The Auditor-General's report noted the urgency for the Treasury and KQ to establish proper protocols, agreements, and recovery mechanisms for the funds.
This revelation raises broader questions about financial oversight and accountability in the disbursement of public funds and the need for transparent processes to safeguard public resources.
Discrepancies in funds released for fuel subsidy
In other related news, the auditor-general flagged discrepancies in the authorisation, release, and use of advance payments released to oil marketers for price stabilisation in a review of expenditures incurred for the financial year 2022/2023.

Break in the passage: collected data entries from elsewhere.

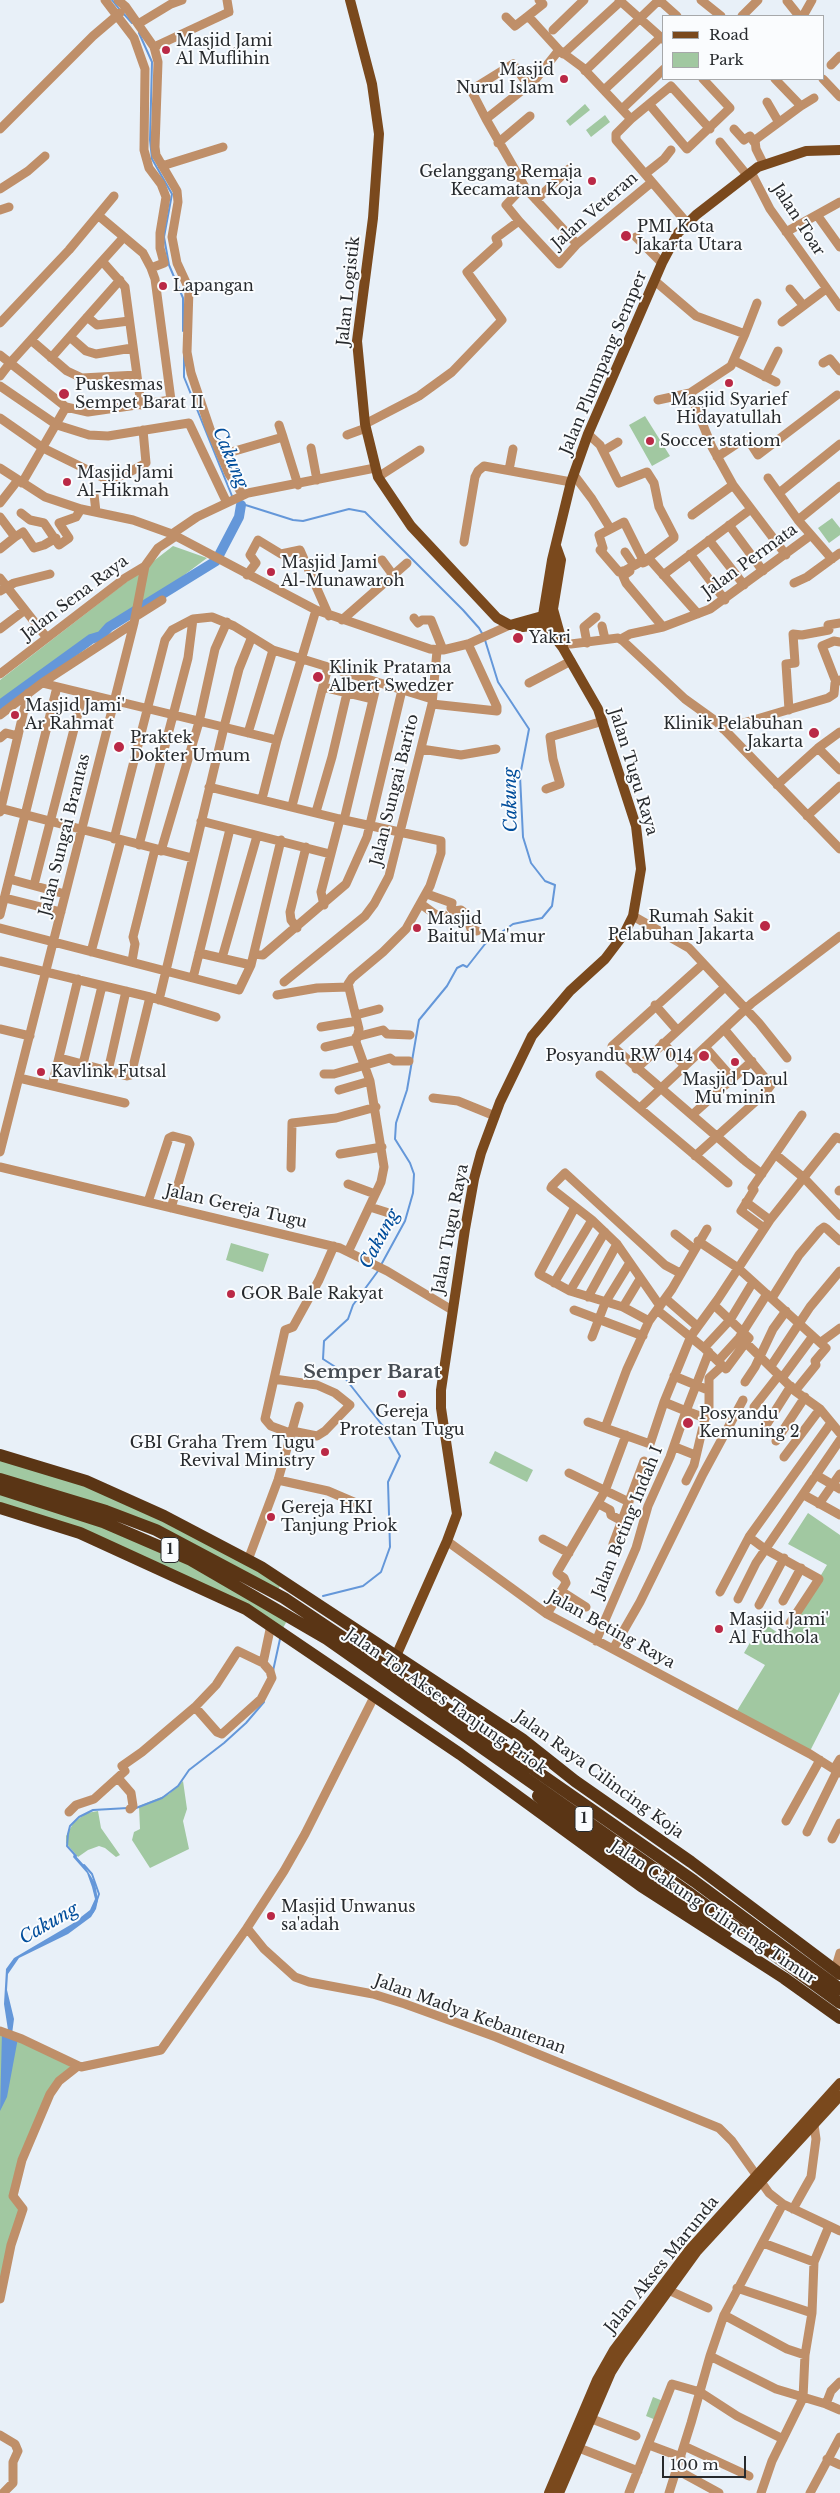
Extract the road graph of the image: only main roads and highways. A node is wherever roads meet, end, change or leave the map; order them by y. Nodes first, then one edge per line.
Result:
1 (350, 0) edge
2 (840, 150) edge
3 (549, 619) junction
4 (0, 1455) edge
5 (0, 1479) edge
6 (0, 1489) edge
7 (0, 1508) edge
8 (327, 1639) junction
9 (396, 1656) junction
10 (390, 1669) junction
11 (553, 1763) junction
12 (837, 1972) edge
13 (784, 1978) junction
14 (840, 1989) edge
15 (840, 2003) edge
16 (840, 2018) edge
17 (840, 2083) edge
18 (840, 2096) edge
19 (757, 2179) junction
20 (549, 2493) edge
21 (559, 2493) edge

1 - 3 main road, Jalan Logistik
2 - 3 main road, Jalan Plumpang Semper
3 - 9 main road, Jalan Tugu Raya
4 - 9 highway, Jalan Raya Cilincing Koja
5 - 10 highway, Jalan Tol Akses Tanjung Priok / 1
6 - 8 highway, Jalan Tol Akses Tanjung Priok / 1
7 - 13 highway, Jalan Cakung Cilincing Timur
8 - 13 highway
8 - 15 highway, Jalan Tol Akses Tanjung Priok / 1
9 - 11 highway, Jalan Raya Cilincing Koja
10 - 11 highway
10 - 14 highway, Jalan Tol Akses Tanjung Priok / 1
11 - 12 highway, Jalan Raya Cilincing Koja
13 - 16 highway, Jalan Cakung Cilincing Timur
17 - 19 main road, Jalan Akses Marunda
18 - 19 main road, Jalan Akses Marunda
19 - 20 main road, Jalan Akses Marunda
19 - 21 main road, Jalan Akses Marunda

In the report, KSh 2.2 billion was attributed to administration costs, and according to Gathungu, these costs were irregularly included in the pump price build-up, thus increasing the cost of petroleum products.
"The stabilisation programme may have been hampered by avoidable additional costs which were passed on to the consumers and may not have cushioned the citizens from the high pump prices," read the report in part.